System of Rice Intensification
Reduced / Sequestered
(To Implement Solution)
Rice is the staple food of 3 billion people, providing one-fifth of calories consumed worldwide. Its cultivation is responsible for at least 10 percent of agricultural greenhouse gas emissions and 9–19 percent of global methane emissions. That is because flooded rice paddies are ideal anaerobic environments for methane-producing microbes that feed on decomposing organic matter, a process known as methanogenesis.
The System of Rice Intensification (SRI), developed on Madagascar in the 1980s, is a holistic approach for sustainable rice cultivation. It calls for:
- Planting single seedlings with more space between them, rather than by the handful and bunched closely together.
- Watering intermittently and allowing for dry spells, rather than using continuous flooding.
- Tending plots with a rotating hoe to address weeds and aerate soil, and applying compost.
These methods benefit soil and root systems, while lowering the inputs required for production and increasing crop yields. Now practiced by 4–5 million farmers around the world, SRI yields 50–100 percent more than conventional rice production. Seed use drops 80–90 percent and water inputs, 25–50 percent. Farm incomes can double as methane emissions drop and soils sequester carbon.
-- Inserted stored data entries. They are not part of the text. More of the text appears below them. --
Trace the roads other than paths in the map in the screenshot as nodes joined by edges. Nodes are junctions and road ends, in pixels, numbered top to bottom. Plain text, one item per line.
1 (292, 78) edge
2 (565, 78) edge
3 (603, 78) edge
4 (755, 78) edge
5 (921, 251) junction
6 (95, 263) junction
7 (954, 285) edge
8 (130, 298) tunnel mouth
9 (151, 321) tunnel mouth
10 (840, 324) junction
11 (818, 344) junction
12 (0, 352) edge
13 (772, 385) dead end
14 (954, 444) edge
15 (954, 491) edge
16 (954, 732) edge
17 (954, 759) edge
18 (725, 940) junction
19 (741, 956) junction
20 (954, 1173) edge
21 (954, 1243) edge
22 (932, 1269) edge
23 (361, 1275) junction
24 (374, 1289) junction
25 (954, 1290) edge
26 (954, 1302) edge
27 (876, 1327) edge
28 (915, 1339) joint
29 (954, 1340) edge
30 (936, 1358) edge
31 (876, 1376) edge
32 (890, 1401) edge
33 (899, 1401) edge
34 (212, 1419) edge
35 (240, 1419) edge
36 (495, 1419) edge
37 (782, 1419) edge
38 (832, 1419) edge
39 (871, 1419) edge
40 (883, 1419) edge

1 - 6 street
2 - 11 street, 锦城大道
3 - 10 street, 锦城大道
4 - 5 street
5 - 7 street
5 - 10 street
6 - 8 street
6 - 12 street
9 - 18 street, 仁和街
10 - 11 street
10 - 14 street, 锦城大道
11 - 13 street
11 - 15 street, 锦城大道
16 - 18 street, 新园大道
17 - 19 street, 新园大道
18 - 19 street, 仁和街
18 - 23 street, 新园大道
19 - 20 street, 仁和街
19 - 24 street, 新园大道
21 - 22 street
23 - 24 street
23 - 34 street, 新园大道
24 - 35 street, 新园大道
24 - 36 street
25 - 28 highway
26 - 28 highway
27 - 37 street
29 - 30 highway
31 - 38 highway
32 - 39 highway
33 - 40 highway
System of Rice Intensification (SRI) has been adopted largely by smallholder farmers and has much higher yield benefits than improved rice production. We calculate that SRI can expand from 6.7 million hectares to 40–52 million hectares by 2050, both sequestering carbon and avoiding methane emissions that together total 2.8–4.3 gigatons of carbon dioxide or its equivalent over 30 years. With increased yields, 333–510 million additional tons of rice could be produced, earning farmers an additional $574–817 billion in profit in the lifetime and lifetime operational savings of US$14–21 billion.